:: DATA SUPPLIED ::

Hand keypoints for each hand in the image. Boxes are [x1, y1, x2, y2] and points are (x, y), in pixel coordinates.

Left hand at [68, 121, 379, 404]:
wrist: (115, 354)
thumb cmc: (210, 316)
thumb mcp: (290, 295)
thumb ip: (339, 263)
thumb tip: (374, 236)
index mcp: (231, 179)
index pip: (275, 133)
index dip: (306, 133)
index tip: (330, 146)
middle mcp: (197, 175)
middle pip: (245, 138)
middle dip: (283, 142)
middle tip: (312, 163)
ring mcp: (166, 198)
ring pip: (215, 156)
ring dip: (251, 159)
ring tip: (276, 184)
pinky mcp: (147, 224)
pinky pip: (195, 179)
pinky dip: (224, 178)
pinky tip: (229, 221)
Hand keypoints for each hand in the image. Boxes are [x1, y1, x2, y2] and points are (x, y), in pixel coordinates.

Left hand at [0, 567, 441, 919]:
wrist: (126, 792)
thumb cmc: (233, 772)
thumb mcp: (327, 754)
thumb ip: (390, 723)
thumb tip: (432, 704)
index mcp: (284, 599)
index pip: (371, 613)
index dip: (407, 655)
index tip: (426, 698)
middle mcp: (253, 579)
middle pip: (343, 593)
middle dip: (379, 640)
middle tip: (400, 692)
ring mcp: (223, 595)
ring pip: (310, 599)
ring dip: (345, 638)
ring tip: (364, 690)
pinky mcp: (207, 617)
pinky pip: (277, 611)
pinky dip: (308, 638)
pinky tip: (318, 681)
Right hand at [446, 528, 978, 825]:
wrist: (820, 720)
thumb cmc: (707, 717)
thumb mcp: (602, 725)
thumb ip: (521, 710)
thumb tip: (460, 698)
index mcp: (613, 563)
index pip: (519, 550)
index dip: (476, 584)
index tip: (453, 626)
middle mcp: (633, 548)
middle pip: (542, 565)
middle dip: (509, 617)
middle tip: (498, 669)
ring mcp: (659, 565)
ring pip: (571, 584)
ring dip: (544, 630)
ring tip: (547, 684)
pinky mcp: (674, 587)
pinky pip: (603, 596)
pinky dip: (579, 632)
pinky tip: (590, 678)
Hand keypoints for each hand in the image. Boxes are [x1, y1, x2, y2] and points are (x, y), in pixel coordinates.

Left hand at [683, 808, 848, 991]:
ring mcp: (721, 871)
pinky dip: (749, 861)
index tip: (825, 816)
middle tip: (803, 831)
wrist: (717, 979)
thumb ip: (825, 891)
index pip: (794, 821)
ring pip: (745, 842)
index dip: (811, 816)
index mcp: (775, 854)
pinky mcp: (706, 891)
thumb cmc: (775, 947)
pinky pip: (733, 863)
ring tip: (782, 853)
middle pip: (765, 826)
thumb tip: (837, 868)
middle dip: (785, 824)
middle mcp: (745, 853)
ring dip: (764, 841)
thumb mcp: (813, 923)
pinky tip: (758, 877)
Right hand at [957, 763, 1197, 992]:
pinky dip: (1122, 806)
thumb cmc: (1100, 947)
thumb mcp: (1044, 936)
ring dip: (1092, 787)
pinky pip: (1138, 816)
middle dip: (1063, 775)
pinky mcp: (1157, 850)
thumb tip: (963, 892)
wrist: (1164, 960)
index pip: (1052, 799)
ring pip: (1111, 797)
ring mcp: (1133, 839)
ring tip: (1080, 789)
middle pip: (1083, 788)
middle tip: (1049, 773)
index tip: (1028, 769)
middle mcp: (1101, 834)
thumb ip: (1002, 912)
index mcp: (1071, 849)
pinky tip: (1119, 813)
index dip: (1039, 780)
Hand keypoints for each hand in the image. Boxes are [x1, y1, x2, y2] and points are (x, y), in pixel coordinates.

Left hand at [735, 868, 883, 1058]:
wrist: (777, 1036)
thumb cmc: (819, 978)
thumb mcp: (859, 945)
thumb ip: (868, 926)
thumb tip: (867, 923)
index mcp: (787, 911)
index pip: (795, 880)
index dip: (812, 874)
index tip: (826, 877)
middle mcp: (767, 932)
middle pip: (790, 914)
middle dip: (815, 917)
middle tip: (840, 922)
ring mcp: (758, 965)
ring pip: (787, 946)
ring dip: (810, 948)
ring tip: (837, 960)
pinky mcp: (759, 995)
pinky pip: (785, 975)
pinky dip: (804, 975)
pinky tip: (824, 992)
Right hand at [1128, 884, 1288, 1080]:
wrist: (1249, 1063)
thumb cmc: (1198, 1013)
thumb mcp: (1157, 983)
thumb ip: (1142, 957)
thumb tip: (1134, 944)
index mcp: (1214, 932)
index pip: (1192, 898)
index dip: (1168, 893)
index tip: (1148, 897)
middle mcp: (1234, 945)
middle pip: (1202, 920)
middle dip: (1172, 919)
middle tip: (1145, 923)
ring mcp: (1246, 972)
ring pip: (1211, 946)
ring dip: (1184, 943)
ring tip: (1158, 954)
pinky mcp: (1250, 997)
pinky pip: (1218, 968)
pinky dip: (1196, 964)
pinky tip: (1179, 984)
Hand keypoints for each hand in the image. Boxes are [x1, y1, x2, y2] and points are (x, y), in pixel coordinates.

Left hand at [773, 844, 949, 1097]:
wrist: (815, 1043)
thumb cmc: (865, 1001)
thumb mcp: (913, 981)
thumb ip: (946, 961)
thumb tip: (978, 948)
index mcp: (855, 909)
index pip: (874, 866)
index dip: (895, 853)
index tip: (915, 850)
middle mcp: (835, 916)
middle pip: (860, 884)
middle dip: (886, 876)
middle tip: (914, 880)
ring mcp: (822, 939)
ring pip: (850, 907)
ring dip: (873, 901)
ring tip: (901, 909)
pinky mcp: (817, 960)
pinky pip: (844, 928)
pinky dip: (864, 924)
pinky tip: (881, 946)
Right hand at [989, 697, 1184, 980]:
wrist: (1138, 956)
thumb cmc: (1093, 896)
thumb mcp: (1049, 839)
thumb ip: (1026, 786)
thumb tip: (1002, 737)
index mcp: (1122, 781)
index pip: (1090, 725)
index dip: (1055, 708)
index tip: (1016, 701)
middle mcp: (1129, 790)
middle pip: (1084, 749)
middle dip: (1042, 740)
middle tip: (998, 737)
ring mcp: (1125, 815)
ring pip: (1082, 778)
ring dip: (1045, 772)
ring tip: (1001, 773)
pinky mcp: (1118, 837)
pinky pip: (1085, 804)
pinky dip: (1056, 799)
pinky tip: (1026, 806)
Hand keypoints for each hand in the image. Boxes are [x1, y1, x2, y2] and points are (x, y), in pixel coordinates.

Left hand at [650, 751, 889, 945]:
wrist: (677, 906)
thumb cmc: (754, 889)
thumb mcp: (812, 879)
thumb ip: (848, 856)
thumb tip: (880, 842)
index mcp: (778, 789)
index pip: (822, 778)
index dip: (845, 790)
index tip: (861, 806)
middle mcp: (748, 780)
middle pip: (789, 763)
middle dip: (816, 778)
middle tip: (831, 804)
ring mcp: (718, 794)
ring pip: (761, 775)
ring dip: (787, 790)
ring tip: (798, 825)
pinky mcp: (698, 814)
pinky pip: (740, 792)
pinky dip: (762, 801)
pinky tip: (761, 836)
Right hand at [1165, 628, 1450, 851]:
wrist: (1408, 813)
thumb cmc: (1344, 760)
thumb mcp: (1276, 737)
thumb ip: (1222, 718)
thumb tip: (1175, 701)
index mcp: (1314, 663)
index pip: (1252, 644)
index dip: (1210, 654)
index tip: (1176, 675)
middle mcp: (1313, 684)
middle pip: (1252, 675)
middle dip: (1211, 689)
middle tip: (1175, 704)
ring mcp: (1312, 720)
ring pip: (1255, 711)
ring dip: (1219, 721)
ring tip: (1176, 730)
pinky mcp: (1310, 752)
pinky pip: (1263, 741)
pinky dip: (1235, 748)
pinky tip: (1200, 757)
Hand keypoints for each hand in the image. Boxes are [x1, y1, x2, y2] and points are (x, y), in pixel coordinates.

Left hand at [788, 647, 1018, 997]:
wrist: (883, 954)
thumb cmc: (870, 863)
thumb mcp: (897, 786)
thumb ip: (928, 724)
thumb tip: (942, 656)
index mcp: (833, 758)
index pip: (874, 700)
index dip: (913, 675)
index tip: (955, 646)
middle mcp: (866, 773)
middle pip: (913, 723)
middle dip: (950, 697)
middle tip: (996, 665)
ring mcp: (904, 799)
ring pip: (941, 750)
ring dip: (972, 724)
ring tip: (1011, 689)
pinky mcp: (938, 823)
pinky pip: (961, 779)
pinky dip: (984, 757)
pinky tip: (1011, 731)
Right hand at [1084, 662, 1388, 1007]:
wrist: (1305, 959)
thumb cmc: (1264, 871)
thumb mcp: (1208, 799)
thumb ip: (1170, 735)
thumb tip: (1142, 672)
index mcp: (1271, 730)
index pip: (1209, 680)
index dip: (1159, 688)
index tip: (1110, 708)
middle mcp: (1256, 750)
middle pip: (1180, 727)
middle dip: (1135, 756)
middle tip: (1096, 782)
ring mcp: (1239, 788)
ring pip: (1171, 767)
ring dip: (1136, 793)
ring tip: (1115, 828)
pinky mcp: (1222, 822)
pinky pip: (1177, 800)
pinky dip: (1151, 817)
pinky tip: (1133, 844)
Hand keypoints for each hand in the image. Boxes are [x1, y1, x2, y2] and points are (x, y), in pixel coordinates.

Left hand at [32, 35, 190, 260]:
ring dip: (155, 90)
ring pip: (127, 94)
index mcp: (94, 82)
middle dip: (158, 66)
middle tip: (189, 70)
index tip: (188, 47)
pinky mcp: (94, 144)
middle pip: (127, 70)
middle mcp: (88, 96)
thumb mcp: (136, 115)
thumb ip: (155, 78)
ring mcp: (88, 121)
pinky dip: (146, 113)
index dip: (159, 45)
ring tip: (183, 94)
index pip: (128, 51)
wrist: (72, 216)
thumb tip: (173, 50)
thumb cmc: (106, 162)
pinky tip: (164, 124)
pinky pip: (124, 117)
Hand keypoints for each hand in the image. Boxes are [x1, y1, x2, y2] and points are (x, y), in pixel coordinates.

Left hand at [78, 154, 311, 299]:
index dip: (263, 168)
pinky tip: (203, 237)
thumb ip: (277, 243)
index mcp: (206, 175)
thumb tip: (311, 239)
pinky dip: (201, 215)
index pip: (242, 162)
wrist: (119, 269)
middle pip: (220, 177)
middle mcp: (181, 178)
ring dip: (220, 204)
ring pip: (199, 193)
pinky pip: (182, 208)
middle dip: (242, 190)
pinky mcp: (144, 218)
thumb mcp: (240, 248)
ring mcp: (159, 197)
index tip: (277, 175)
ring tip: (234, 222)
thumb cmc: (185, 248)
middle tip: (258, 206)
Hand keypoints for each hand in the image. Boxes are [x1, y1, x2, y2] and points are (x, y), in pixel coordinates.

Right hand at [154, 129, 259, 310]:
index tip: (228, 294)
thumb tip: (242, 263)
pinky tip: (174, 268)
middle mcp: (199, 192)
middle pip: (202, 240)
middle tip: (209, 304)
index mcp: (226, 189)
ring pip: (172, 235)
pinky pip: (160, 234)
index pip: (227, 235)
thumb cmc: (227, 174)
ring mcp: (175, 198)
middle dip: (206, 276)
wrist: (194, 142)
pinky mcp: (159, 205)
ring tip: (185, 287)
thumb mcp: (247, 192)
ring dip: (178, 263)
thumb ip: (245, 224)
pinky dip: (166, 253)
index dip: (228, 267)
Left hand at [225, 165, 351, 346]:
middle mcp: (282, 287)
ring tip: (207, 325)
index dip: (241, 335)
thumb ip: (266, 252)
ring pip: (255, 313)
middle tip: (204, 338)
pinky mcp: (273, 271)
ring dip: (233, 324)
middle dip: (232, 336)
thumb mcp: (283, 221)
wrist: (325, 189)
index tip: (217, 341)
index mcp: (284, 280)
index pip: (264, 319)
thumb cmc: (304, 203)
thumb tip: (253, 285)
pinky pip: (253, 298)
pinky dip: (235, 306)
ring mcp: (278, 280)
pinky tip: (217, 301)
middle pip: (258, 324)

:::

**EXERCISE GOAL:** When you reach the line holding "ring pip: (761, 775)" in the records above, begin reproducing exactly, stop after the line holding "thumb ip: (1222, 718)", and output nothing else.

**SOLUTION FOR THIS PROBLEM:**
ring pip: (761, 775)
ring dip: (787, 790)
ring tip: (798, 825)
pinky mcp: (698, 814)
pinky pip: (740, 792)
pinky dip: (762, 801)
pinky tip: (761, 836)
Right hand at [1165, 628, 1450, 851]:
wrist: (1408, 813)
thumb cmc: (1344, 760)
thumb mcp: (1276, 737)
thumb ip: (1222, 718)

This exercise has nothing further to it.